Bounding boxes with keypoints:
#####

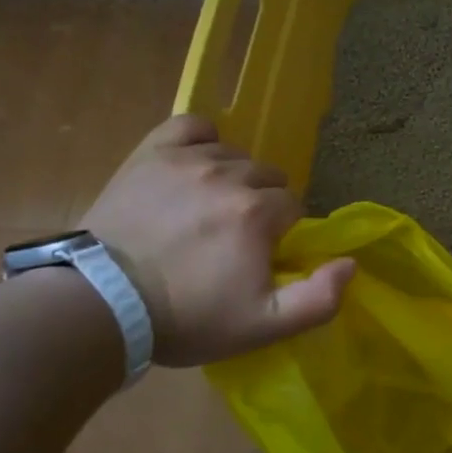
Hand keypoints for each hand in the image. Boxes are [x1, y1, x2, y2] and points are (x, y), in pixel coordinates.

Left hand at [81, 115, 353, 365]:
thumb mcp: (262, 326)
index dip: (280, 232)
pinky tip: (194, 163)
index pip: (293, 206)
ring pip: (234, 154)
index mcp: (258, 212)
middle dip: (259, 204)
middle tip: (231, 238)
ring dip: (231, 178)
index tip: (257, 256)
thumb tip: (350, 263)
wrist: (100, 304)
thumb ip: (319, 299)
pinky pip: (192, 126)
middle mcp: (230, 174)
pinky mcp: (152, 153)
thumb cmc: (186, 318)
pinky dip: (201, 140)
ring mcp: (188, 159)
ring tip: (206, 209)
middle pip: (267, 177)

#####

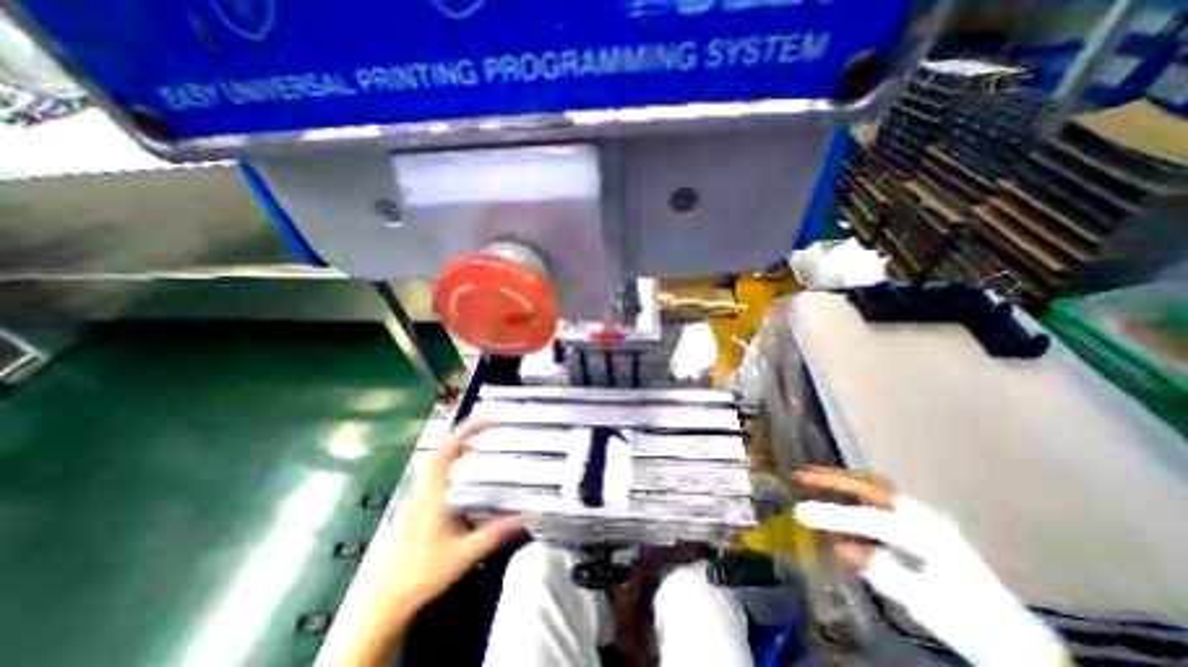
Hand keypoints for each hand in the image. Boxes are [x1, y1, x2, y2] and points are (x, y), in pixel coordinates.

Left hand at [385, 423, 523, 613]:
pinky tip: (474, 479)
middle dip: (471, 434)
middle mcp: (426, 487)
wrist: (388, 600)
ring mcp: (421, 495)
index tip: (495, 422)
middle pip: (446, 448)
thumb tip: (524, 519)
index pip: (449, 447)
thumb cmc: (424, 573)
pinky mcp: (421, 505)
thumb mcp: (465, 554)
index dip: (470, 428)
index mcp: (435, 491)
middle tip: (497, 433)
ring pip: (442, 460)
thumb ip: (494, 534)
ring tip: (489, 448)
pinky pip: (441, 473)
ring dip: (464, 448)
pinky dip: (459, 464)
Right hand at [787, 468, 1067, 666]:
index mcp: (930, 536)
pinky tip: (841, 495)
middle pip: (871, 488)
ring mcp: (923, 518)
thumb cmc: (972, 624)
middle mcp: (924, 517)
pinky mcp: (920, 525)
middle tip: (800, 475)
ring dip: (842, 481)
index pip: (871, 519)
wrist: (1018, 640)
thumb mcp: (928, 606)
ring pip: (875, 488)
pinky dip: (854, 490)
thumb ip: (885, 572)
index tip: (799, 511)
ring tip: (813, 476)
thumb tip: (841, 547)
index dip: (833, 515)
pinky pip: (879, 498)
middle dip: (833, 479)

#####

Using the records above, copy word for word the line with "ring dip: (464, 448)", the line with "index pip: (871, 519)", and every line between them.

ring dip: (464, 448)
pinky dip: (459, 464)
Right hand at [787, 468, 1067, 666]:
index mcp: (930, 536)
pinky tip: (841, 495)
middle pip: (871, 488)
ring mcp: (923, 518)
thumb cmc: (972, 624)
middle mcp: (924, 517)
pinky mcp: (920, 525)
middle tip: (800, 475)
ring dip: (842, 481)
index pip: (871, 519)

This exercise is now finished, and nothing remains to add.